The adhesive for solar battery backsheet of the present invention may further contain a hindered amine compound.
The “hindered amine compound” is generally a hindered amine compound, and is not particularly limited as long as an adhesive for a solar battery backsheet intended by the present invention can be obtained.

  A commercially available hindered amine compound can be used. Examples of hindered amine compounds include Tinuvin 765, Tinuvin 111FDL, Tinuvin 123, Tinuvin 144, Tinuvin 152, Tinuvin 292, and Tinuvin 5100 (all trade names) that are commercially available from BAFS. The hindered amine compound is added to the adhesive as a light stabilizer, and can be used in combination with, for example, a benzotriazole compound, a benzoate compound, a benzotriazole compound, or the like.

The adhesive for solar battery backsheet of the present invention may further contain a silane compound.
Examples of silane compounds include (meth) acryloxyalkyltrialkoxysilanes, (meth) acryloxyalkylalkylalkoxysilanes, vinyltrialkoxysilanes, vinylalkylalkoxysilanes, epoxysilanes, mercaptosilanes, and isocyanurates. Silanes can be used, but are not limited to these silane compounds.

Examples of “(meth) acryloxyalkyltrialkoxysilanes” include 3- (meth) acryloxypropyltrimethoxysilane, 3- (meth) acryloxypropyltriethoxysilane, 4- (meth) acryloxyethyltrimethoxy. A silane etc. can be illustrated.
Examples of “(meth) acryloxyalkylalkylalkoxysilanes” include 3- (meth) acryloxypropylmethyldimethoxysilane, 3- (meth) acryloxypropylmethyldiethoxysilane, and 3- (meth) acryloxypropylethyl. Examples include diethoxysilane and 3- (meth) acryloxyethylmethyldimethoxysilane.

Examples of the “vinyl trialkoxysilanes” include vinyltrimethoxysilane, vinyltriethoxysilane, vinyldimethoxyethoxysilane, vinyltri (methoxyethoxy) silane, vinyltri (ethoxymethoxy) silane and the like.
Examples of “vinylalkylalkoxysilanes” include vinylmethyldimethoxysilane, vinylethyldi (methoxyethoxy) silane, vinyldimethylmethoxysilane, vinyldiethyl (methoxyethoxy) silane, and the like.

“Epoxysilanes” can be classified into, for example, glycidyl silanes and epoxycyclohexyl silanes. “Glycidyl-based silane” has a glycidoxy group.
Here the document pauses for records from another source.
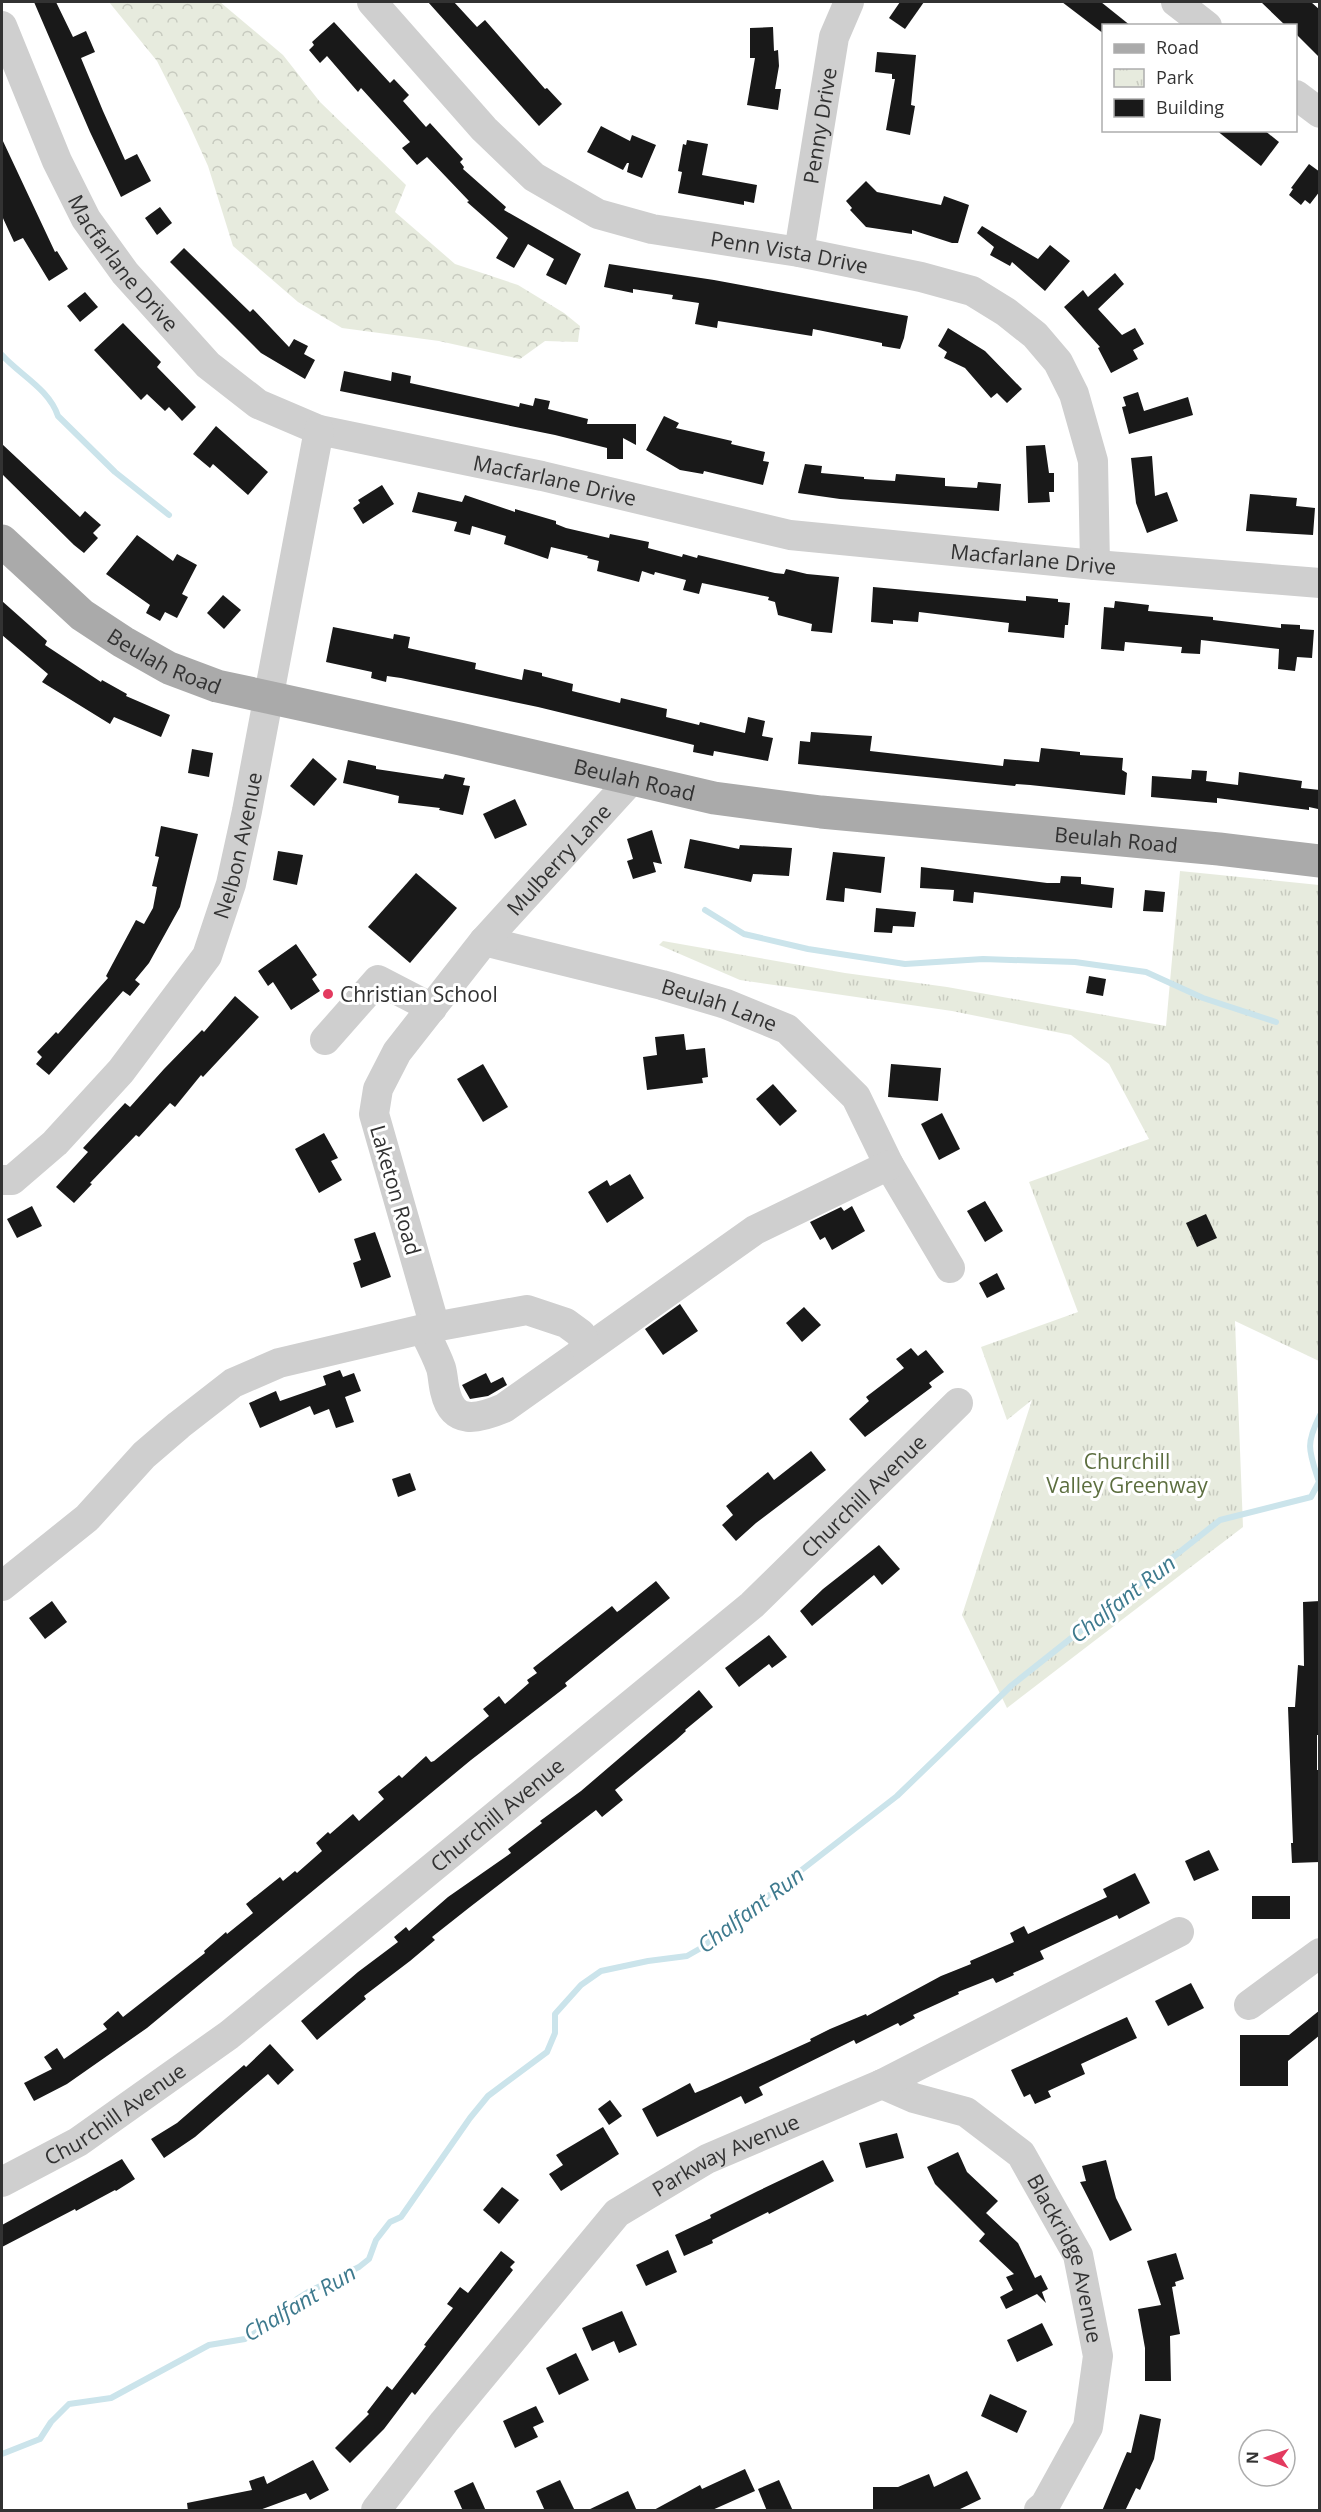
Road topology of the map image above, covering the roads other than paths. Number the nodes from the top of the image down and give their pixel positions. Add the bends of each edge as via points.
1 (372, 2) edge
2 (849, 2) edge
3 (1176, 2) edge
4 (1204, 24) edge
5 (2, 26) edge
6 (1297, 96) edge
7 (1320, 113) edge
8 (799, 252) junction
9 (319, 430) junction
10 (2, 541) edge
11 (1095, 565) junction
12 (1320, 583) edge
13 (270, 698) junction
14 (633, 778) junction
15 (1320, 861) edge
16 (484, 941) junction
17 (432, 1008) junction
18 (325, 1040) dead end
19 (888, 1165) junction
20 (2, 1180) edge
21 (950, 1268) dead end
22 (429, 1328) junction
23 (586, 1349) junction
24 (958, 1402) dead end
25 (2, 1586) edge
26 (1179, 1932) dead end
27 (1320, 1953) edge
28 (1249, 2005) dead end
29 (882, 2084) junction
30 (2, 2182) edge
31 (376, 2511) edge
32 (1039, 2511) edge

1 - 8 street, Penn Vista Drive via 484,129 534,177 597,214 652,229
2 - 8 street, Penny Drive via 834,37
3 - 4 street
5 - 9 street, Macfarlane Drive via 57,161 87,219 125,273 208,365 258,404
6 - 7 street
8 - 11 street, Penn Vista Drive via 972,291 1035,336 1058,362 1074,394 1093,461
9 - 11 street, Macfarlane Drive via 542,476 790,535
9 - 13 street, Nelbon Avenue
10 - 13 main road, Beulah Road via 82,615 123,642 169,668 217,686
11 - 12 street, Macfarlane Drive
13 - 14 main road, Beulah Road
13 - 20 street, Nelbon Avenue via 231,884 207,956 99,1095 55,1143 12,1180
14 - 15 main road, Beulah Road via 714,798 821,813
14 - 16 street, Mulberry Lane
16 - 17 street, Laketon Road
16 - 19 street, Beulah Lane via 662,985 726,1004 787,1029 856,1097
17 - 18 street via 378,980
17 - 22 street, Laketon Road via 397,1052 378,1089 374,1114
19 - 21 street, Beulah Lane
19 - 23 street via 755,1230
22 - 23 street via 528,1310 566,1323 581,1334
22 - 23 street, Laketon Road via 451,1409 481,1418 504,1408
22 - 25 street via 279,1363 233,1383 144,1455 87,1518
24 - 30 street, Churchill Avenue via 752,1605 229,2035 78,2142
26 - 29 street, Parkway Avenue
27 - 28 street
29 - 31 street, Parkway Avenue via 707,2159 617,2213 444,2422
29 - 32 street, Blackridge Avenue via 914,2098 966,2112 1021,2154 1078,2255 1098,2356 1088,2427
Specifically, for example, 3-glycidoxypropylmethyldiisopropenoxysilane, 3-glycidoxypropyltrimethoxysilane, 3-glycidoxypropyl Examples include triethoxysilane and 3-glycidoxypropyldiethoxysilane.
The “epoxycyclohexyl silane” has a 3,4-epoxycyclohexyl group, and specifically includes, for example, 2- (3,4-epoxycyclohexyl) ethyltrimethoxysilane, 2- (3,4-epoxy). (Cyclohexyl) ethyltriethoxysilane and the like.

Examples of “mercaptosilanes” include 3-mercaptopropyltrimethoxysilane and 3-mercaptopropyltriethoxysilane.
Examples of “isocyanurate silanes” include tris (3- (trimethoxysilyl) propyl) isocyanurate.
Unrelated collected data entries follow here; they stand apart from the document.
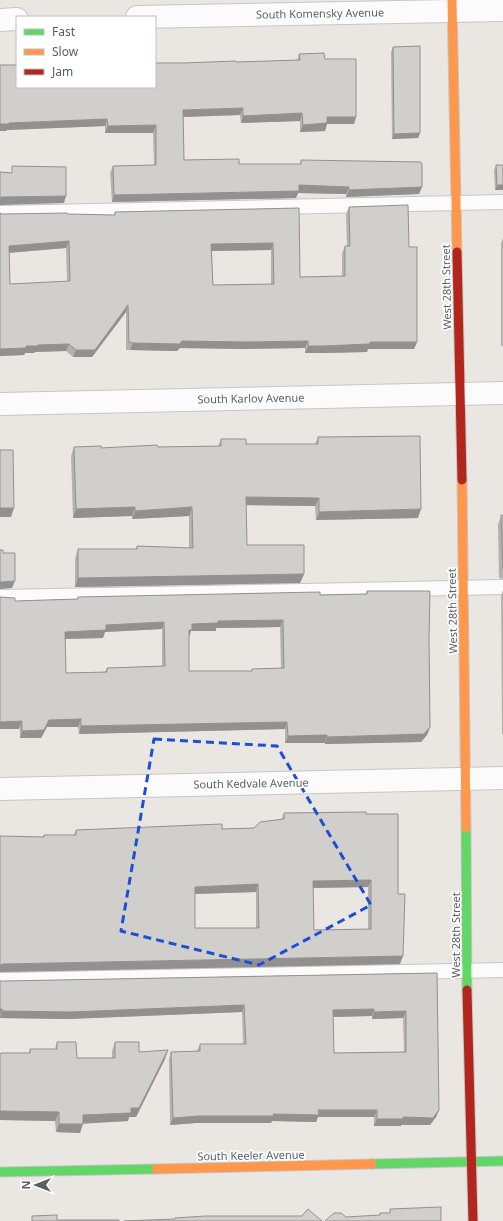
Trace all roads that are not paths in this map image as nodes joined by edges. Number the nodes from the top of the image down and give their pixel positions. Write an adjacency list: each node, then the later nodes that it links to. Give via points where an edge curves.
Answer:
1 (452, 5): 2 (street, South Komensky Avenue); 3 (street, South Komensky Avenue); 7 (street, West 28th Street)
2 (503, 10)
3 (156, 16)
4 (0, 20): 5 (street)
5 (16, 20)
6 (503, 202): 7 (lane)
7 (456, 203): 8 (lane); 10 (street, West 28th Street)
8 (0, 212)
9 (503, 393): 10 (street, South Karlov Avenue)
10 (461, 394): 11 (street, South Karlov Avenue); 13 (street, West 28th Street)
11 (0, 404)
12 (503, 586): 13 (lane)
13 (464, 587): 14 (lane); 16 (street, West 28th Street)
14 (0, 597)
15 (503, 778): 16 (street, South Kedvale Avenue)
16 (466, 779): 17 (street, South Kedvale Avenue); 19 (street, West 28th Street)
17 (0, 789)
18 (503, 970): 19 (lane)
19 (467, 971): 20 (lane); 22 (street, West 28th Street)
20 (0, 980)
21 (503, 1161): 22 (street, South Keeler Avenue)
22 (472, 1162): 23 (street, South Keeler Avenue); 24 (street, West 28th Street)
23 (0, 1172)
24 (473, 1221)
The adhesive for solar cell backsheets according to the present invention can further contain other components as long as the intended adhesive for solar cell backsheets can be obtained.
The timing of adding the “other components” to the solar cell backsheet adhesive is not particularly limited as long as the target solar cell backsheet adhesive is obtained. Other components may be added together with, for example, the acrylic polyol (a1) and the isocyanate compound (a2) when synthesizing the urethane resin. First, the acrylic polyol (a1), the isocyanate compound (a2), After synthesizing the urethane resin by adding (B) hydroxyphenyltriazine compound, it may be added together.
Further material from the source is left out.